◆ What you need to do:
Although pictures appear in the entries below, leave them out and print exactly the lines from the first line through the line containing "thumb mcp: (158, 239)".

◆ Data for analysis:
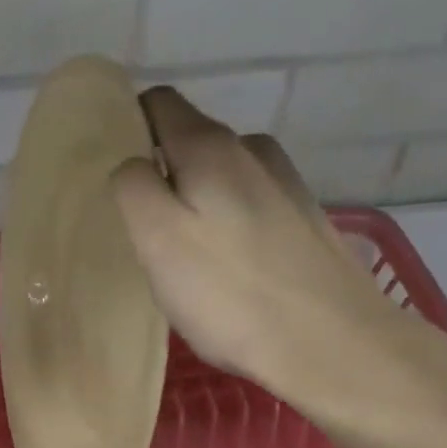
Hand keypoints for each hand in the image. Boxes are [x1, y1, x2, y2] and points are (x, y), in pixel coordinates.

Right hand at [111, 88, 446, 442]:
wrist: (331, 343)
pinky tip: (231, 271)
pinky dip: (230, 226)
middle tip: (145, 234)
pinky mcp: (305, 221)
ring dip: (198, 204)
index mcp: (211, 146)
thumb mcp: (158, 239)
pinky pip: (250, 208)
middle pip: (191, 143)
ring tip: (188, 259)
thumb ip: (134, 188)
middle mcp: (253, 150)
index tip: (114, 175)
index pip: (158, 104)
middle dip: (163, 176)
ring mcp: (286, 184)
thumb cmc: (231, 293)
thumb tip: (133, 165)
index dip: (129, 127)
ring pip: (222, 179)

◆ Task answer:
Hand keypoints for each hand in the image. Boxes are [x1, y1, x2, y2] and points are (x, y), in pixel coordinates.

Right hand at [111, 88, 446, 442]:
wrist: (331, 343)
pinky tip: (231, 271)
pinky dip: (230, 226)
middle tip: (145, 234)
pinky mcp: (305, 221)
ring dip: (198, 204)
index mcp: (211, 146)
thumb mcp: (158, 239)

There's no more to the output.